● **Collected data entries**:

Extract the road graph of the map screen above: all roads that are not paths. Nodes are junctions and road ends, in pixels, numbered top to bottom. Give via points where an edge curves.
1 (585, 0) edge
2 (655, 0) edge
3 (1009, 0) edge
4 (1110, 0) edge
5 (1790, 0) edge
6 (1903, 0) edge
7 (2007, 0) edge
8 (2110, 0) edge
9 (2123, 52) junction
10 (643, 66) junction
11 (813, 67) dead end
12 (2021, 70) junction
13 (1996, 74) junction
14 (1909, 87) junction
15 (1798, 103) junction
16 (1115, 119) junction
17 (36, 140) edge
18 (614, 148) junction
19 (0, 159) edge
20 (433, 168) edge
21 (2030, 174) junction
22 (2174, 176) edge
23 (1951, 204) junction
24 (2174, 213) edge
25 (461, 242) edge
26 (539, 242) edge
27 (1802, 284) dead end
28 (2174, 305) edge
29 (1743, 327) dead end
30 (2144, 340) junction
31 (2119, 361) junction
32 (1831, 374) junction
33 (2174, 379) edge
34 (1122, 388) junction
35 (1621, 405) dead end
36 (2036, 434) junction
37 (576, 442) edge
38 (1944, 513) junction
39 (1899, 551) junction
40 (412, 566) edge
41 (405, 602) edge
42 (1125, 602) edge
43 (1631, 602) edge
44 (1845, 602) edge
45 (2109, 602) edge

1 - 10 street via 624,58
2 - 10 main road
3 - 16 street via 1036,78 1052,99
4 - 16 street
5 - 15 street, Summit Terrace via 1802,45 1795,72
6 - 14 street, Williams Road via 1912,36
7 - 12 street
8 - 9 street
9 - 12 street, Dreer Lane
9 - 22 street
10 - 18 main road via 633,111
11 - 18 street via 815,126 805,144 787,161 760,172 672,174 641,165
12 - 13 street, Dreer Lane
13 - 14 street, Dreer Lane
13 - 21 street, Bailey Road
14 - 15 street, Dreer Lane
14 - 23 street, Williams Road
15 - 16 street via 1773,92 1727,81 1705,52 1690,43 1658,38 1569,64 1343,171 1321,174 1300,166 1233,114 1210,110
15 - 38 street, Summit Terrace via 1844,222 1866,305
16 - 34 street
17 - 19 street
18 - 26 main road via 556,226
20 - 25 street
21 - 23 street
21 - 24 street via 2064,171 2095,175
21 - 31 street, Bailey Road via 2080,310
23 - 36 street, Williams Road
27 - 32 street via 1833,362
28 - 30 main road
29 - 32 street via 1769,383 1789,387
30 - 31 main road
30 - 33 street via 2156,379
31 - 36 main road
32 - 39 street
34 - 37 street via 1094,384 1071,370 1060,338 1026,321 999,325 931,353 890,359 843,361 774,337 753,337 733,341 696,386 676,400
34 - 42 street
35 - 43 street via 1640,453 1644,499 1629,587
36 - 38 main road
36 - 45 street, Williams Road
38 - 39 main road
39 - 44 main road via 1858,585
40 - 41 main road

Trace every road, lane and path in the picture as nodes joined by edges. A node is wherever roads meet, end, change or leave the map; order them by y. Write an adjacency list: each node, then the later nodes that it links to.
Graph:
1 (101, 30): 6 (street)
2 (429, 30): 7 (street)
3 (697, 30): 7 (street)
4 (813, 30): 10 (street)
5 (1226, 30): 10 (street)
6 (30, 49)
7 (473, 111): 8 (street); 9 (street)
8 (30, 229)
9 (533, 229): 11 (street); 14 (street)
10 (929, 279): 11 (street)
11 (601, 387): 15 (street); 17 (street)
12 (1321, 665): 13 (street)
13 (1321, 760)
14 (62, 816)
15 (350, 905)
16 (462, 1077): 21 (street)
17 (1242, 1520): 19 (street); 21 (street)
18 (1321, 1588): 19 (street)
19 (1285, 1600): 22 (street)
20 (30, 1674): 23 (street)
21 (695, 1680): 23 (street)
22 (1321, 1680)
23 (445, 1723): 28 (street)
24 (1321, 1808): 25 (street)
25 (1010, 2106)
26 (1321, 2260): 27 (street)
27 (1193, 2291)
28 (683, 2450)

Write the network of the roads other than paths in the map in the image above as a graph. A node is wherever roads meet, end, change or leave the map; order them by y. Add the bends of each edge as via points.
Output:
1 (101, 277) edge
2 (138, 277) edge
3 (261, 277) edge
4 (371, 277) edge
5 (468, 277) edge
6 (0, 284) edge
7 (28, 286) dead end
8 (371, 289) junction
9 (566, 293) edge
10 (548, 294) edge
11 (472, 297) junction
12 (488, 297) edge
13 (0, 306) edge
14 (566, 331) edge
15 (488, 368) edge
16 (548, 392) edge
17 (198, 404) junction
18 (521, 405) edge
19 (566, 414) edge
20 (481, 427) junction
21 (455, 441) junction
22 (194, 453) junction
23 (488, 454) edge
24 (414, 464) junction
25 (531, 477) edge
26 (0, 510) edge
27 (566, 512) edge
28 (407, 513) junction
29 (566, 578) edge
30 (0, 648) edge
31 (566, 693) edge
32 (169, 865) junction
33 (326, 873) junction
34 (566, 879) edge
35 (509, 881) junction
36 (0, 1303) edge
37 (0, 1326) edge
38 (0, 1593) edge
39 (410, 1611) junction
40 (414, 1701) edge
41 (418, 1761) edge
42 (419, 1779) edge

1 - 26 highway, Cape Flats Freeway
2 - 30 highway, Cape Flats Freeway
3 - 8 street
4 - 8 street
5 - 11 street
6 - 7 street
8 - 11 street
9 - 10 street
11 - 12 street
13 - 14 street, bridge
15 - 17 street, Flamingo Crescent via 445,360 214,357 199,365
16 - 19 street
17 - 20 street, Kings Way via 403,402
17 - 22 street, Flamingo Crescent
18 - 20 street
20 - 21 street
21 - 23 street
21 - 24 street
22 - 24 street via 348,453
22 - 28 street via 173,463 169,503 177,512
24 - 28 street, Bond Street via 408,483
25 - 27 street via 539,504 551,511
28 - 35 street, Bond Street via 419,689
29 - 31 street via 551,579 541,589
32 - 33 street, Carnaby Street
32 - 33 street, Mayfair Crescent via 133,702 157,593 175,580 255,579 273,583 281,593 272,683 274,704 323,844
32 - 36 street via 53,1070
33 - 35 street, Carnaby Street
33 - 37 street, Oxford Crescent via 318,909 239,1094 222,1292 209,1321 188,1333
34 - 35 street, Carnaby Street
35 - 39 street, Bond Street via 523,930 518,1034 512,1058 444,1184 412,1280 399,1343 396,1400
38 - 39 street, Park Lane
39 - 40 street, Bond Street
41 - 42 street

● **EXERCISE DIRECTIONS**:
Repeat the data word for word. Leave nothing out.

● **RESPONSE TO THE EXERCISE**:
Extract the road graph of the map screen above: all roads that are not paths. Nodes are junctions and road ends, in pixels, numbered top to bottom. Give via points where an edge curves.
1 (585, 0) edge
2 (655, 0) edge
3 (1009, 0) edge
4 (1110, 0) edge
5 (1790, 0) edge
6 (1903, 0) edge
7 (2007, 0) edge
8 (2110, 0) edge
9 (2123, 52) junction
10 (643, 66) junction
11 (813, 67) dead end
12 (2021, 70) junction
13 (1996, 74) junction
14 (1909, 87) junction
15 (1798, 103) junction
16 (1115, 119) junction
17 (36, 140) edge
18 (614, 148) junction
19 (0, 159) edge
20 (433, 168) edge
21 (2030, 174) junction
22 (2174, 176) edge
23 (1951, 204) junction
24 (2174, 213) edge
25 (461, 242) edge
26 (539, 242) edge
27 (1802, 284) dead end
28 (2174, 305) edge
29 (1743, 327) dead end
30 (2144, 340) junction
31 (2119, 361) junction
32 (1831, 374) junction
33 (2174, 379) edge
34 (1122, 388) junction
35 (1621, 405) dead end
36 (2036, 434) junction
37 (576, 442) edge
38 (1944, 513) junction
39 (1899, 551) junction
40 (412, 566) edge
41 (405, 602) edge
42 (1125, 602) edge
43 (1631, 602) edge
44 (1845, 602) edge
45 (2109, 602) edge

1 - 10 street via 624,58
2 - 10 main road
3 - 16 street via 1036,78 1052,99
4 - 16 street
5 - 15 street, Summit Terrace via 1802,45 1795,72
6 - 14 street, Williams Road via 1912,36
7 - 12 street
8 - 9 street
9 - 12 street, Dreer Lane
9 - 22 street
10 - 18 main road via 633,111
11 - 18 street via 815,126 805,144 787,161 760,172 672,174 641,165
12 - 13 street, Dreer Lane
13 - 14 street, Dreer Lane
13 - 21 street, Bailey Road
14 - 15 street, Dreer Lane
14 - 23 street, Williams Road
15 - 16 street via 1773,92 1727,81 1705,52 1690,43 1658,38 1569,64 1343,171 1321,174 1300,166 1233,114 1210,110
15 - 38 street, Summit Terrace via 1844,222 1866,305
16 - 34 street
17 - 19 street
18 - 26 main road via 556,226
20 - 25 street
21 - 23 street
21 - 24 street via 2064,171 2095,175
21 - 31 street, Bailey Road via 2080,310
23 - 36 street, Williams Road
27 - 32 street via 1833,362
28 - 30 main road
29 - 32 street via 1769,383 1789,387
30 - 31 main road
30 - 33 street via 2156,379
31 - 36 main road
32 - 39 street
34 - 37 street via 1094,384 1071,370 1060,338 1026,321 999,325 931,353 890,359 843,361 774,337 753,337 733,341 696,386 676,400
34 - 42 street
35 - 43 street via 1640,453 1644,499 1629,587
36 - 38 main road
36 - 45 street, Williams Road
38 - 39 main road
39 - 44 main road via 1858,585
40 - 41 main road

Trace every road, lane and path in the picture as nodes joined by edges. A node is wherever roads meet, end, change or leave the map; order them by y. Write an adjacency list: each node, then the later nodes that it links to.
Graph:
1 (101, 30): 6 (street)
2 (429, 30): 7 (street)
3 (697, 30): 7 (street)
4 (813, 30): 10 (street)
5 (1226, 30): 10 (street)
6 (30, 49)
7 (473, 111): 8 (street); 9 (street)
8 (30, 229)
9 (533, 229): 11 (street); 14 (street)
10 (929, 279): 11 (street)
11 (601, 387): 15 (street); 17 (street)
12 (1321, 665): 13 (street)
13 (1321, 760)
14 (62, 816)
15 (350, 905)
16 (462, 1077): 21 (street)
17 (1242, 1520): 19 (street); 21 (street)
18 (1321, 1588): 19 (street)
19 (1285, 1600): 22 (street)
20 (30, 1674): 23 (street)
21 (695, 1680): 23 (street)
22 (1321, 1680)
23 (445, 1723): 28 (street)
24 (1321, 1808): 25 (street)
25 (1010, 2106)
26 (1321, 2260): 27 (street)
27 (1193, 2291)
28 (683, 2450)

Write the network of the roads other than paths in the map in the image above as a graph. A node is wherever roads meet, end, change or leave the map; order them by y. Add the bends of each edge as via points.
Output:
1 (101, 277) edge
2 (138, 277) edge
3 (261, 277) edge
4 (371, 277) edge
5 (468, 277) edge
6 (0, 284) edge
7 (28, 286) dead end
8 (371, 289) junction
9 (566, 293) edge
10 (548, 294) edge
11 (472, 297) junction
12 (488, 297) edge
13 (0, 306) edge
14 (566, 331) edge
15 (488, 368) edge
16 (548, 392) edge
17 (198, 404) junction
18 (521, 405) edge
19 (566, 414) edge
20 (481, 427) junction
21 (455, 441) junction
22 (194, 453) junction
23 (488, 454) edge
24 (414, 464) junction
25 (531, 477) edge
26 (0, 510) edge
27 (566, 512) edge
28 (407, 513) junction
29 (566, 578) edge
30 (0, 648) edge
31 (566, 693) edge
32 (169, 865) junction
33 (326, 873) junction
34 (566, 879) edge
35 (509, 881) junction
36 (0, 1303) edge
37 (0, 1326) edge
38 (0, 1593) edge
39 (410, 1611) junction
40 (414, 1701) edge
41 (418, 1761) edge
42 (419, 1779) edge

1 - 26 highway, Cape Flats Freeway
2 - 30 highway, Cape Flats Freeway
3 - 8 street
4 - 8 street
5 - 11 street
6 - 7 street
8 - 11 street
9 - 10 street
11 - 12 street
13 - 14 street, bridge
15 - 17 street, Flamingo Crescent via 445,360 214,357 199,365
16 - 19 street
17 - 20 street, Kings Way via 403,402
17 - 22 street, Flamingo Crescent
18 - 20 street
20 - 21 street
21 - 23 street
21 - 24 street
22 - 24 street via 348,453
22 - 28 street via 173,463 169,503 177,512
24 - 28 street, Bond Street via 408,483
25 - 27 street via 539,504 551,511
28 - 35 street, Bond Street via 419,689
29 - 31 street via 551,579 541,589
32 - 33 street, Carnaby Street
32 - 33 street, Mayfair Crescent via 133,702 157,593 175,580 255,579 273,583 281,593 272,683 274,704 323,844
32 - 36 street via 53,1070
33 - 35 street, Carnaby Street
33 - 37 street, Oxford Crescent via 318,909 239,1094 222,1292 209,1321 188,1333
34 - 35 street, Carnaby Street
35 - 39 street, Bond Street via 523,930 518,1034 512,1058 444,1184 412,1280 399,1343 396,1400
38 - 39 street, Park Lane
39 - 40 street, Bond Street
41 - 42 street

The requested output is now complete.